Joint position lists:
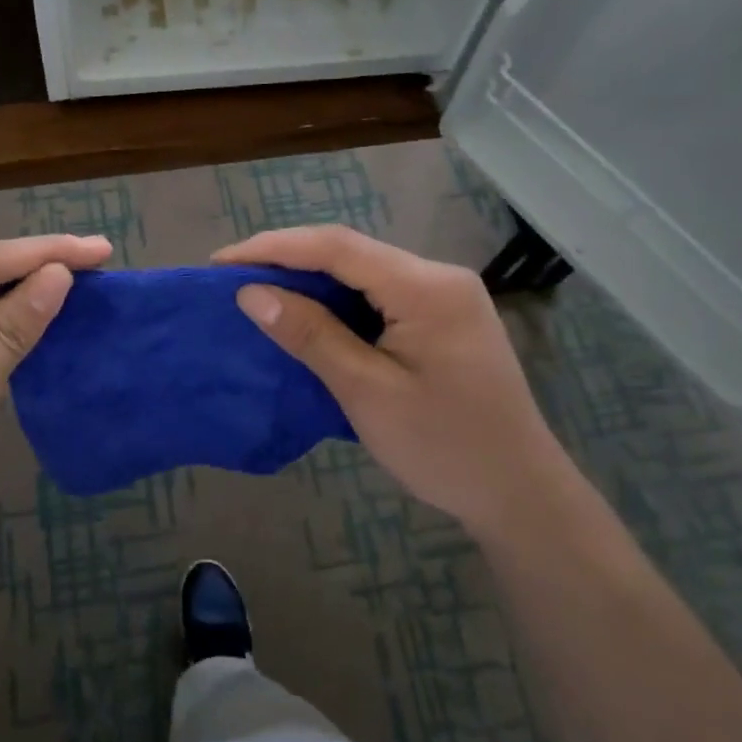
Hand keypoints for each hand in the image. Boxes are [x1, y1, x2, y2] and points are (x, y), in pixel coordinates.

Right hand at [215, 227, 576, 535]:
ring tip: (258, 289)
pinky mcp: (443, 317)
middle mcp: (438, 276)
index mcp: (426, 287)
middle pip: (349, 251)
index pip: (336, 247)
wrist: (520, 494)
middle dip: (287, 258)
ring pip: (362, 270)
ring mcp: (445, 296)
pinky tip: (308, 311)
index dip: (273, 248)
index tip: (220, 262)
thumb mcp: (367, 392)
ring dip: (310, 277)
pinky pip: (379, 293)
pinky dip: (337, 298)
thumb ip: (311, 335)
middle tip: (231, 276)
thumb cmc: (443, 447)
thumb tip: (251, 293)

● **Aim of the exercise**: Your answer must be the lines from the one with "middle pip: (349, 251)" through the last line of the data, repeated exactly and with nothing else.

● **Output below**:
middle pip: (349, 251)
index pip: (336, 247)
wrist: (520, 494)
middle dip: (287, 258)
ring pip: (362, 270)
ring mcp: (445, 296)
pinky tip: (308, 311)
index dip: (273, 248)
index tip: (220, 262)
thumb mcp: (367, 392)
ring dip: (310, 277)
pinky pip: (379, 293)
pinky dip: (337, 298)
thumb ip: (311, 335)
middle tip: (231, 276)
thumb cmc: (443, 447)
thumb tip: (251, 293)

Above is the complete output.